I’ve only been to New Orleans once, when I was 6 or 7 years old. We stopped there for a few days in the middle of one of those interminable family vacations: three weeks in the station wagon, Disney World, the beach, stops to see family and friends. This trip took us from Columbus to Florida, to Alabama, to Texas and then back home.
New Orleans was kind of an afterthought for me, in between the kidly wonderlands of Florida and the promise of a day in Mexico before we headed home. And yet, the best memory I have of that vacation is going to Preservation Hall with my dad.
I remember liking New Orleans a lot more than I thought I would. The cemeteries, with their crypts stacked above the moist bayou soil, were perfect for sparking the darker corners in the imagination of a young boy. Compared with the Scioto River in Columbus, the Mississippi River looked more like an ocean to me. I remember eating in deep courtyards dripping with vines and Spanish moss, which made the tiny area impervious to the clinging heat. I even remember, as I walked with my family down Bourbon Street, a vague sense that New Orleans might me a special kind of fun place to visit when I was older. Not sure what that said about me as a 6-year-old, but it was there.

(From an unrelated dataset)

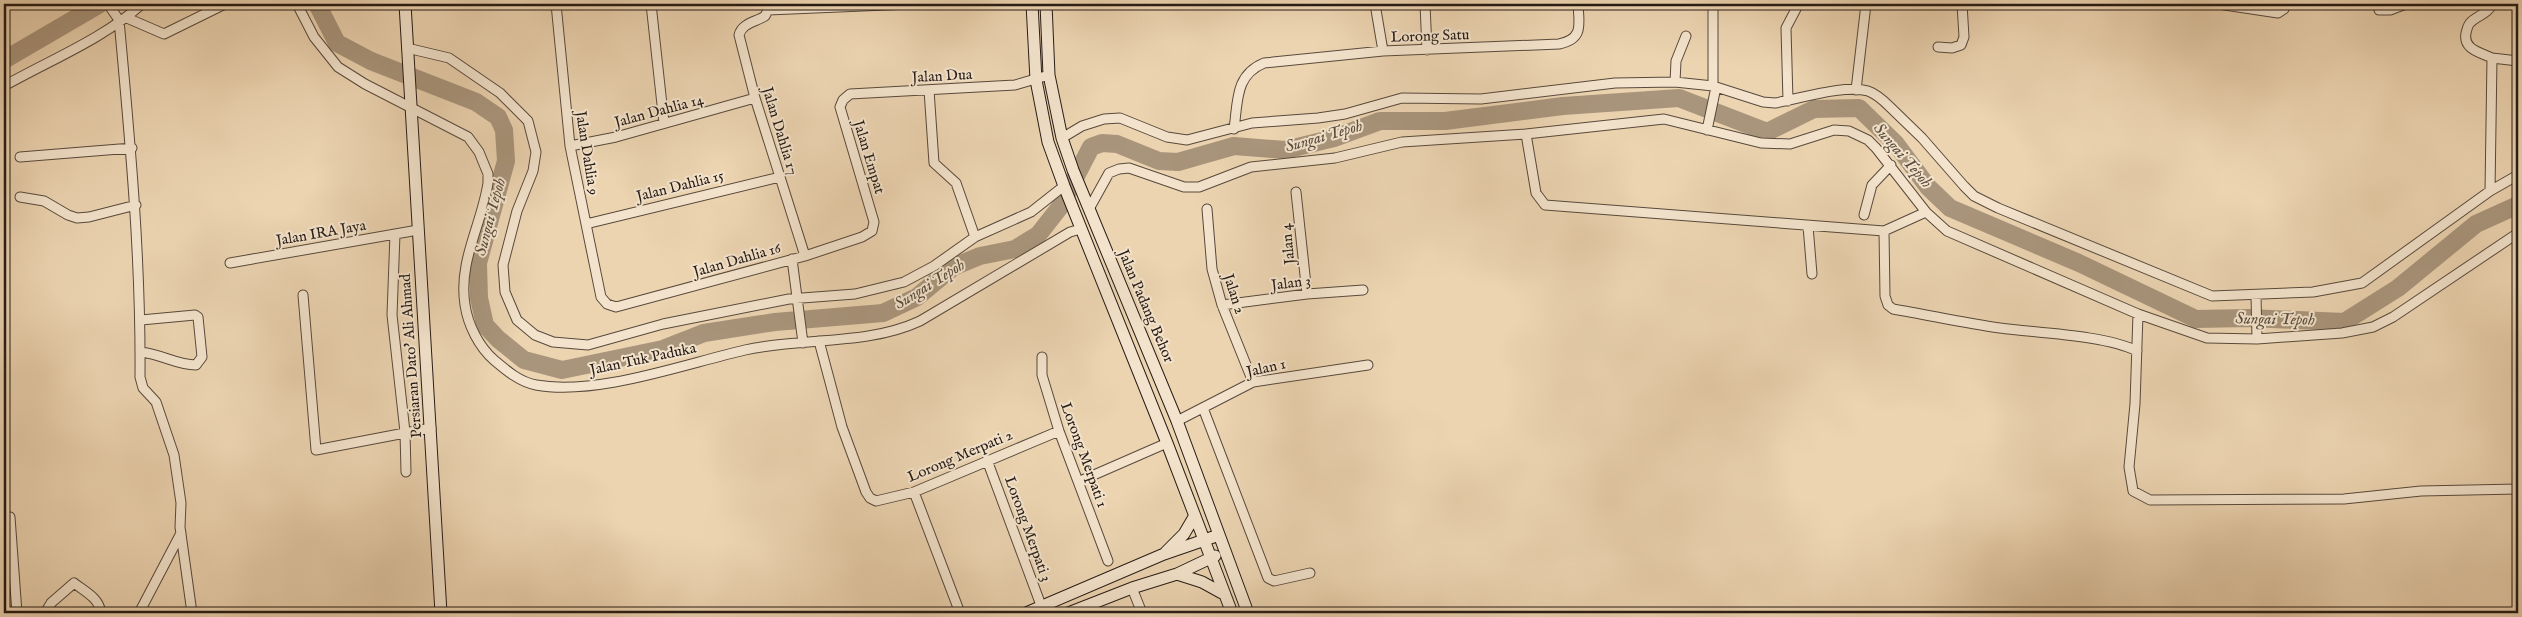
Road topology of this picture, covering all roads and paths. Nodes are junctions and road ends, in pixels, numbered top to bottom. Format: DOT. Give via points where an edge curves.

But mostly I remember Preservation Hall. It’s in the French Quarter, but not in the midst of the craziness of Bourbon Street. I remember it looking and feeling old, even then. There was an iron gate thrown open wide, revealing a crowd inside the room. And at the front of the hall, illuminated by amber lights, were a group of musicians, ancient men, mostly black, all wearing jackets, shirts and ties, as impervious to the heat as the courtyard where I ate my lunch that afternoon.
It was all foreign to me, except the music, which I had been listening to for my entire life. My dad’s record collection was filled with dixieland jazz, just as collection in my grandparents’ house had been. As the band started and the trumpet and clarinet and trombone blended to form the night’s first melody, Dad hoisted me up on his shoulders so I could see — and though I was a thousand miles away from Ohio, I was home.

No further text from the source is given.